Amnesty dénonce le manque de transparence dans le secteur et demande des réformes, au vu des crimes commis de part le monde avec des armes wallonnes.

Des armes wallonnes continuent à être utilisées pour commettre des crimes de guerre et des violations des droits humains dans différents pays du monde, dénonce jeudi le 7e rapport de l’Observatoire sur les armes wallonnes élaboré par Amnesty et la Ligue des droits humains.

«C’est l’irresponsabilité et l’opacité»

Que ce soit au Nigéria, en Indonésie ou au Brésil notamment, des armes « made in Wallonia » ont servi à tuer des populations civiles lors d’opérations militaires ou sécuritaires, affirme l’organisation de défense de droits humains.

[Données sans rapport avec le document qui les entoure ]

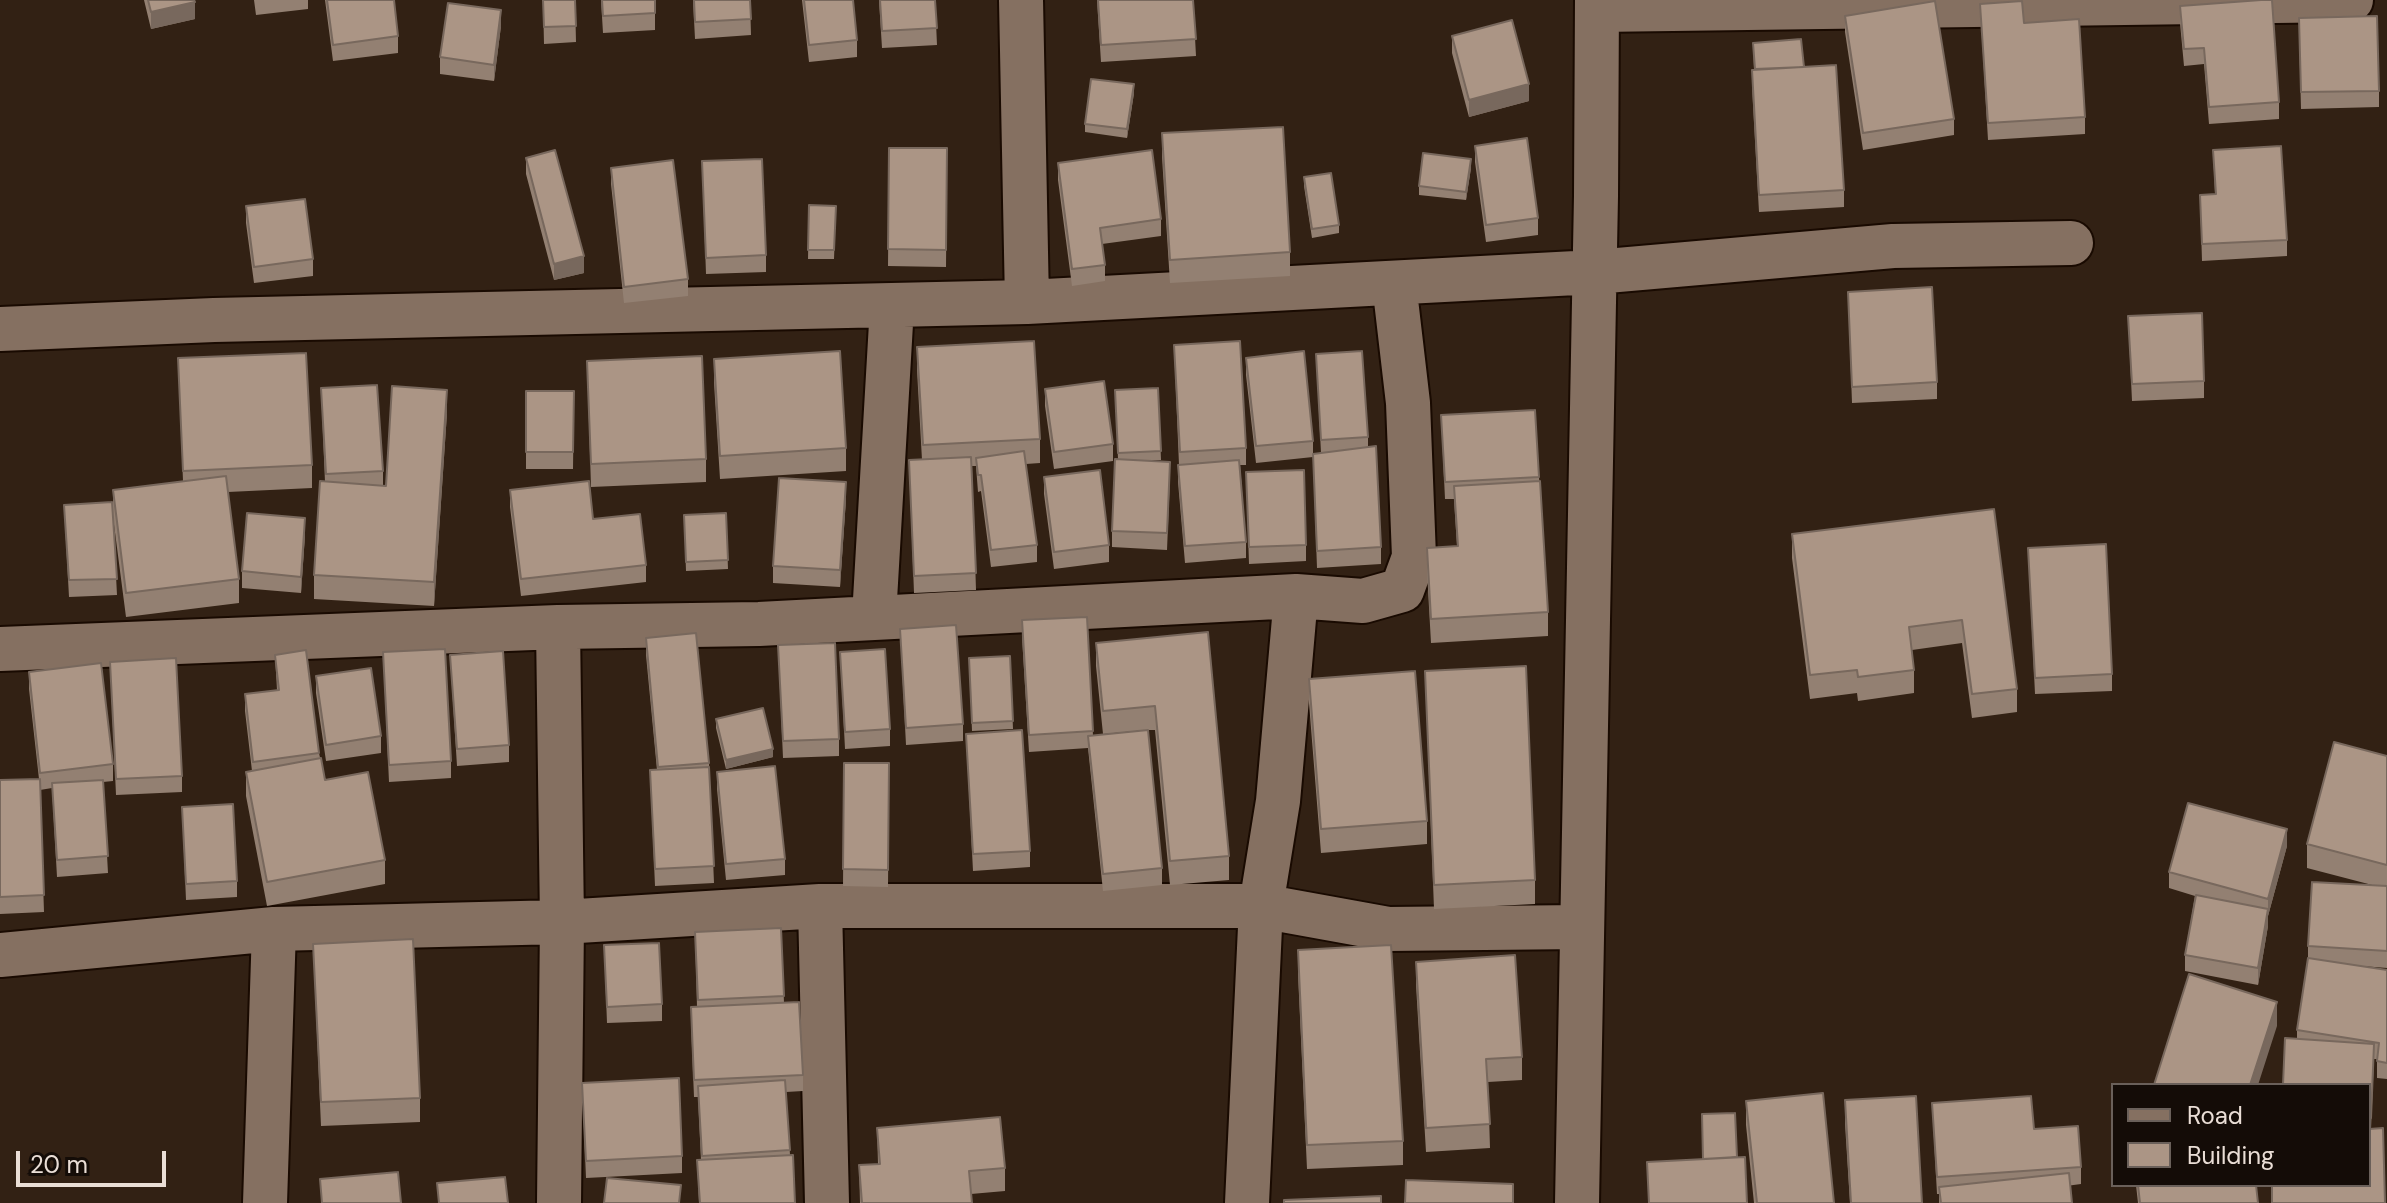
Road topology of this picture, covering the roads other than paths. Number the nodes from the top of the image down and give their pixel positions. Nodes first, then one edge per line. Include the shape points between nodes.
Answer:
1 (1021, 0) edge
2 (2351, 0) edge
3 (1597, 5) edge
4 (2071, 243) dead end
5 (1595, 272) junction
6 (1394, 283) junction
7 (1027, 302) junction
8 (892, 306) junction
9 (0, 329) edge
10 (1296, 596) junction
11 (874, 617) junction
12 (558, 627) junction
13 (0, 649) edge
14 (820, 906) junction
15 (1261, 906) junction
16 (562, 922) junction
17 (1581, 927) junction
18 (274, 929) junction
19 (0, 955) edge
20 (265, 1203) edge
21 (559, 1203) edge
22 (827, 1203) edge
23 (1247, 1203) edge
24 (1577, 1203) edge

1 - 7 street
2 - 3 street
3 - 5 street
4 - 5 street via 1893,246
5 - 6 street
5 - 17 street
6 - 7 street
6 - 10 street via 1408,403 1414,557 1402,590 1363,601
7 - 8 street
8 - 9 street
8 - 11 street
10 - 11 street
10 - 15 street via 1278,801
11 - 12 street
12 - 13 street
12 - 16 street
14 - 15 street
14 - 16 street
14 - 22 street
15 - 17 street via 1388,929
15 - 23 street
16 - 18 street
16 - 21 street
17 - 24 street
18 - 19 street
18 - 20 street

«Au fil des années, on constate deux constantes dans l’octroi de licences pour les armes wallonnes: c’est l’irresponsabilité et l’opacité», déplore François Graas, l’un des auteurs du rapport. Irresponsabilité car, malgré différents textes aux effets contraignants, des armes continuent à être envoyées vers des pays où les risques de violations des droits humains sont élevés. Et opacité car la Wallonie ne livre bien souvent que des informations fort tardives et incomplètes en la matière.

Les pays destinataires finaux des armes ne sont ainsi pas toujours clairement mentionnés dans les rapports officiels wallons. Amnesty prend notamment pour exemple la vente récente de mitrailleuses de la FN Herstal destinées au Nigéria. Comme ces armes ont été montées sur des avions et des hélicoptères assemblés aux Etats-Unis, c’est ce dernier pays qui a été présenté comme destinataire des mitrailleuses, selon l’organisation.

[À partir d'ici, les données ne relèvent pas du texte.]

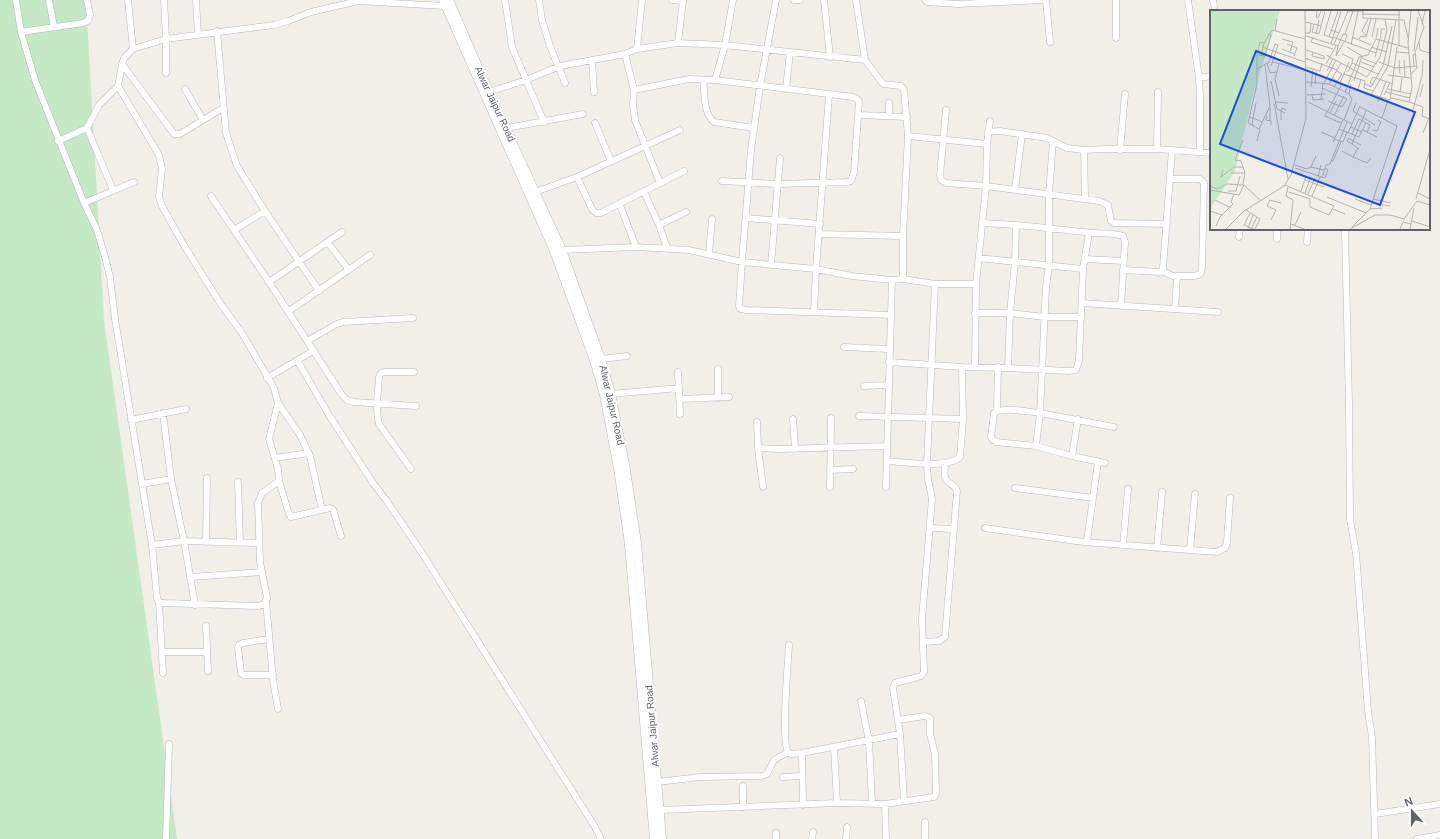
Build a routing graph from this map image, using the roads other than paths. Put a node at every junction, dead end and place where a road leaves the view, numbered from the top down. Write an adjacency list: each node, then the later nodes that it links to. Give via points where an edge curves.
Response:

Amnesty réclame plusieurs changements

A l’heure où MR et Engagés négocient leur futur accord de majorité pour la Région wallonne, Amnesty presse les deux partenaires d’accorder lors de la prochaine législature une plus grande priorité au respect des droits humains lors de l’octroi des licences d’armes, comme le prévoit déjà un décret wallon.

L’organisation humanitaire réclame aussi davantage de transparence. Les rapports annuels des autorités wallonnes sur ces exportations sont publiés de manière trop espacée, juge Amnesty. Celle-ci attend ainsi toujours le rapport pour l’année 2023 alors que la Flandre publie, elle, ses données chaque mois, fait valoir l’organisation.

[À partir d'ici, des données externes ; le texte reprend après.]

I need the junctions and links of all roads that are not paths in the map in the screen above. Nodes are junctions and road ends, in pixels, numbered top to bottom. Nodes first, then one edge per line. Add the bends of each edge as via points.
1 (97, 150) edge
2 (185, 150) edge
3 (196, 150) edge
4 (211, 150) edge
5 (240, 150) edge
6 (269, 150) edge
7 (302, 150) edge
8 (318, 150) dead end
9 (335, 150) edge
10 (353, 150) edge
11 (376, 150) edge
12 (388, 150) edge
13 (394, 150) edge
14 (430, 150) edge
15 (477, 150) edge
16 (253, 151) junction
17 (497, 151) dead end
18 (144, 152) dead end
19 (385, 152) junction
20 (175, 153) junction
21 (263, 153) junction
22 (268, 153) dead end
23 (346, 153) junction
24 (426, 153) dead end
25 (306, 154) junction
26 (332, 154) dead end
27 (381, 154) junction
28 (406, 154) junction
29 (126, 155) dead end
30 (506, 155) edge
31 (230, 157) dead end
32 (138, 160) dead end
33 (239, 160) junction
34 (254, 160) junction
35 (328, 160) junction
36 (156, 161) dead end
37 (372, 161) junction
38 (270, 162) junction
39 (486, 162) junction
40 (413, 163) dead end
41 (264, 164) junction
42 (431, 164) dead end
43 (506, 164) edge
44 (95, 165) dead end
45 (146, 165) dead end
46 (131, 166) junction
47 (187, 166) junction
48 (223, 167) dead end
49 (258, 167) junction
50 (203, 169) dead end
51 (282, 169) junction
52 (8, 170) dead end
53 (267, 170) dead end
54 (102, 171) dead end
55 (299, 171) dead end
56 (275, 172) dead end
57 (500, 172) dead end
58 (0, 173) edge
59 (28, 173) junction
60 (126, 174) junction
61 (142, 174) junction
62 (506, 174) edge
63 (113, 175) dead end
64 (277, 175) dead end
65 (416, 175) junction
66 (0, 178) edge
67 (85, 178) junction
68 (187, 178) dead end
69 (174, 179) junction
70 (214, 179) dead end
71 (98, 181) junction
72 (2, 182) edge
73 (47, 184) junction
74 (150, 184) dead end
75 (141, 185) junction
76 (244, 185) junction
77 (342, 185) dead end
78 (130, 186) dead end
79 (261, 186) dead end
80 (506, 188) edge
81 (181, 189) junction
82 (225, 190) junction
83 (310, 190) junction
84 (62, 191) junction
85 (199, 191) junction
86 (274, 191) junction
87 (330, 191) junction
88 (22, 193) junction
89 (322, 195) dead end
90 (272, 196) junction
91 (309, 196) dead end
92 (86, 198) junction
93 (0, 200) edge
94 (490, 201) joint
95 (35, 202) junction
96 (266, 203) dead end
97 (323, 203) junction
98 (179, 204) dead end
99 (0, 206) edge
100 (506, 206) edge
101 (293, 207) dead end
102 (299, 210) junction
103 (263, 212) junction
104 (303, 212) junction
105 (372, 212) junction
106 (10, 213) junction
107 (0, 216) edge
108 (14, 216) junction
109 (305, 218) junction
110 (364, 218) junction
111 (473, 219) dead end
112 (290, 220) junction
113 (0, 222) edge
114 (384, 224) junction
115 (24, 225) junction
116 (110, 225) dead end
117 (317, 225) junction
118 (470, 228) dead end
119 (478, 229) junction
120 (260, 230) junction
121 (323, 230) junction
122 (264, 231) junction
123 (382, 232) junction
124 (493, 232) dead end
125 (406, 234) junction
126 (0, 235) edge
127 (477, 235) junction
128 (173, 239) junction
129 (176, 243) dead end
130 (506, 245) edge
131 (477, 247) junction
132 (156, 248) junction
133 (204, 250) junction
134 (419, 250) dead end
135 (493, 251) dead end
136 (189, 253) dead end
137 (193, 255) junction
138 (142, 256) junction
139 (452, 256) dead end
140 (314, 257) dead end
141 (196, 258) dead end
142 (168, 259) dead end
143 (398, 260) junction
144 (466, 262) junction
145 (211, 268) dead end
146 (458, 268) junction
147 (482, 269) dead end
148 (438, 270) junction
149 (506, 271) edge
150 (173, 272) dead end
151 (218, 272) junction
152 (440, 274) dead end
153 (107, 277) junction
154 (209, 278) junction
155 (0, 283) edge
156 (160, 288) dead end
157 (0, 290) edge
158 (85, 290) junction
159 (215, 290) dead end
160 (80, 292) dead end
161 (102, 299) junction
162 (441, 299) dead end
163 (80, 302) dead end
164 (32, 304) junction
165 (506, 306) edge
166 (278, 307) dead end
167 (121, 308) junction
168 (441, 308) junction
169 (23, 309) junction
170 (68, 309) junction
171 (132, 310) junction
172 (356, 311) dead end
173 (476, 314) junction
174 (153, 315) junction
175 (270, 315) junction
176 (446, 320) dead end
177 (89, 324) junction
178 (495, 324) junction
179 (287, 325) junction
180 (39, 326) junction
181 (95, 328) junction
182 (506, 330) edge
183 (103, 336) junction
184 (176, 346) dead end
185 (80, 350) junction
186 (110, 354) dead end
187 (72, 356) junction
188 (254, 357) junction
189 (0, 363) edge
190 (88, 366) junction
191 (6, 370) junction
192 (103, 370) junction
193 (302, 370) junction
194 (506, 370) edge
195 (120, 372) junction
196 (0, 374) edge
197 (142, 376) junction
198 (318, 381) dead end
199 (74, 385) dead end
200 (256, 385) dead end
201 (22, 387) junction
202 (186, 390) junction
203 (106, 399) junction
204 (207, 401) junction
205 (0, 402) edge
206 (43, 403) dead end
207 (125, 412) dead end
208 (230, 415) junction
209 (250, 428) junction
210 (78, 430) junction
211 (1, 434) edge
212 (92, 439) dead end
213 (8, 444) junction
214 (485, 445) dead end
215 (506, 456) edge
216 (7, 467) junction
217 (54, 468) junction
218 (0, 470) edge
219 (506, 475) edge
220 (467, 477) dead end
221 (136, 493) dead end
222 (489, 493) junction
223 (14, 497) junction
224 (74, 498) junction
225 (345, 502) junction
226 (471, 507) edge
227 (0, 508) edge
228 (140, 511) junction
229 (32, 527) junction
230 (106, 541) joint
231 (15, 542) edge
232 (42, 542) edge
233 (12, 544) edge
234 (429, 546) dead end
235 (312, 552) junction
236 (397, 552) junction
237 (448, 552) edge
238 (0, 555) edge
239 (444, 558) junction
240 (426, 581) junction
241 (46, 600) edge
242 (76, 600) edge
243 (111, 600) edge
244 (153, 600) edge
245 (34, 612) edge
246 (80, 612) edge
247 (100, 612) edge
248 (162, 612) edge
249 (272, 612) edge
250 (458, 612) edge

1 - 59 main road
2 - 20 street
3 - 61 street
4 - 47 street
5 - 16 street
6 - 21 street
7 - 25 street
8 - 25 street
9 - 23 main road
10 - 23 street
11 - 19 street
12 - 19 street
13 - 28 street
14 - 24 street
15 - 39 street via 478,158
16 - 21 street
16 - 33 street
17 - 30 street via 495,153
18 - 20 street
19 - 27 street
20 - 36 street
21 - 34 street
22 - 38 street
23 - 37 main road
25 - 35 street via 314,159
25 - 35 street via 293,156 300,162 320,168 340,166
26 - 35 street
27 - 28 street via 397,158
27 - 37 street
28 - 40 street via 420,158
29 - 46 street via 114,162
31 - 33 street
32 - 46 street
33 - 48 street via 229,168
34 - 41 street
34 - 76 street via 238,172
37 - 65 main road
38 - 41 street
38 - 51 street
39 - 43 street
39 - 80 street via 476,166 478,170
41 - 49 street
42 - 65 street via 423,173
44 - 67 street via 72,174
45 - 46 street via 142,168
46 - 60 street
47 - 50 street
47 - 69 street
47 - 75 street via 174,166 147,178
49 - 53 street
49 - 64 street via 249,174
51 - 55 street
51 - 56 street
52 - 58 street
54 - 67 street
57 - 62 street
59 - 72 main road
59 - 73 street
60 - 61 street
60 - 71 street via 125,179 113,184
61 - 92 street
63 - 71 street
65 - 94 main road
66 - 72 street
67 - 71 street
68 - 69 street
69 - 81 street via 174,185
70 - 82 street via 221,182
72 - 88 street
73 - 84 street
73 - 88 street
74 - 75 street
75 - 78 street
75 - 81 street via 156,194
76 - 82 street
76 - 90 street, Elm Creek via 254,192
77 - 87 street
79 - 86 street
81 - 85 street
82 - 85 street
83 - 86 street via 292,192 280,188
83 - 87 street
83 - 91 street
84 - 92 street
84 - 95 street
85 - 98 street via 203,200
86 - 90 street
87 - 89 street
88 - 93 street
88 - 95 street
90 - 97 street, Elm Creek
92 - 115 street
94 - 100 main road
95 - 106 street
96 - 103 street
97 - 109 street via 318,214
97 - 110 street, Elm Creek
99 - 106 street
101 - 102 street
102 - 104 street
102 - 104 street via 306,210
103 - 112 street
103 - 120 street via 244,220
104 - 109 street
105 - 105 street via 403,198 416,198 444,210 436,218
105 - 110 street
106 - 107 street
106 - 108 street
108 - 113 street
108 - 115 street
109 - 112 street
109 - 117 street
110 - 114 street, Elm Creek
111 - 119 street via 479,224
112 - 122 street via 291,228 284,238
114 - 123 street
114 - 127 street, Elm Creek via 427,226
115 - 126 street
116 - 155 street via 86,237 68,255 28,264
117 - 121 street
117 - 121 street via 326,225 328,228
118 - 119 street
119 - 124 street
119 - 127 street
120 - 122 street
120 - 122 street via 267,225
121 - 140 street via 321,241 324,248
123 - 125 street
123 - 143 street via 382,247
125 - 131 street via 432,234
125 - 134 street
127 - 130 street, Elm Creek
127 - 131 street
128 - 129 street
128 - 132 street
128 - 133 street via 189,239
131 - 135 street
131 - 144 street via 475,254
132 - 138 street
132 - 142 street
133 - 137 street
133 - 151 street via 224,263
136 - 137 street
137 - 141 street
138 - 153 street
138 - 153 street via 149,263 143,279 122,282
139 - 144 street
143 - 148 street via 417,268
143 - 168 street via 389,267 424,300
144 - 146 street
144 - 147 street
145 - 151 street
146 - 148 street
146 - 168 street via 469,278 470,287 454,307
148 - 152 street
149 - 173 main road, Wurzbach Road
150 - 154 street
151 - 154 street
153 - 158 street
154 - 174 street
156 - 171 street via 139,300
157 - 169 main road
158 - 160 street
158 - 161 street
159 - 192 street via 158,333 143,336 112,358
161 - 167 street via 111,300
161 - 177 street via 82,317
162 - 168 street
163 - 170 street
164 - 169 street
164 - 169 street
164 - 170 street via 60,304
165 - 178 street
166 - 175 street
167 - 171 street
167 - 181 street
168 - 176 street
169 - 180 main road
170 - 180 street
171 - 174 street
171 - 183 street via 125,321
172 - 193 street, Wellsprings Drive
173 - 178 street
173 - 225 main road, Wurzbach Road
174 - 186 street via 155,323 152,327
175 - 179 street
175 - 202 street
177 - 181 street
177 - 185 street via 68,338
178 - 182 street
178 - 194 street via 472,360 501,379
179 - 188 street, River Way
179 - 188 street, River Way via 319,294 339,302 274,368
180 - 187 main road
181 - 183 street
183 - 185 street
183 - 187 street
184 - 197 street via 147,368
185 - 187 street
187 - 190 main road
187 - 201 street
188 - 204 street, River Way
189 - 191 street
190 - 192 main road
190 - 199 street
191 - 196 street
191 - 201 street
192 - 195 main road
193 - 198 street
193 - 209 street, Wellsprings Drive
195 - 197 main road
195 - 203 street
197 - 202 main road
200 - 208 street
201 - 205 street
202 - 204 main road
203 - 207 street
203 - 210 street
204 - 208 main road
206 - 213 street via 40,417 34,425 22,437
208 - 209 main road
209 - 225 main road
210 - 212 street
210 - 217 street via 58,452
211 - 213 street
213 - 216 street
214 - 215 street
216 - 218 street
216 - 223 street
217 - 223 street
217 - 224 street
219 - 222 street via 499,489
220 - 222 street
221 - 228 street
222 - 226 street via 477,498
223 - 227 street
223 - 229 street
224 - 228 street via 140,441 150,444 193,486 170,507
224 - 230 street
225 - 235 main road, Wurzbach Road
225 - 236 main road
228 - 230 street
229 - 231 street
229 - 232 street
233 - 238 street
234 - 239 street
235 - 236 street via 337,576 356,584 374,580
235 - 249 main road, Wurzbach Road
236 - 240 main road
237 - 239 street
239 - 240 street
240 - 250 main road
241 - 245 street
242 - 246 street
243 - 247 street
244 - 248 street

Autre priorité adressée au futur gouvernement: garantir une réelle indépendance à la commission qui émet des avis (non-contraignants) sur les demandes de licences introduites auprès du gouvernement.  Cette commission est composée de six membres, dont trois sont des fonctionnaires wallons, ce qui n’est pas le meilleur gage d’indépendance, estime Amnesty. L’instance est en outre présidée par l’administratrice de Wallonie-Bruxelles International (WBI), qui est en même temps administratrice générale de l’Agence wallonne à l’exportation (AWEX). «Avec une telle présidence, on peut se demander si la priorité est d’exporter ou de respecter les droits humains…», grince Stan Brabant, l’autre auteur de ce 7e rapport de l’Observatoire des armes wallonnes.

Enfin, après les polémiques sur le transit à l’aéroport de Liège d’armes à destination d’Israël, Amnesty réclame un renforcement du cadre légal en la matière, et pas seulement concernant Israël. Ici aussi, estime l’organisation, la Wallonie pourrait utilement s’inspirer des mesures adoptées par la Région flamande.

Selon l’Observatoire, le montant des exportations réelles d’armes de la Région wallonne s’est élevé l’an dernier à 365,1 millions d’euros, en progression de 3% par rapport à l’année précédente. Pesant à elles seules 47,3 millions d’euros de ce total, les exportations de poudres et d’explosifs ont progressé de 27% en un an.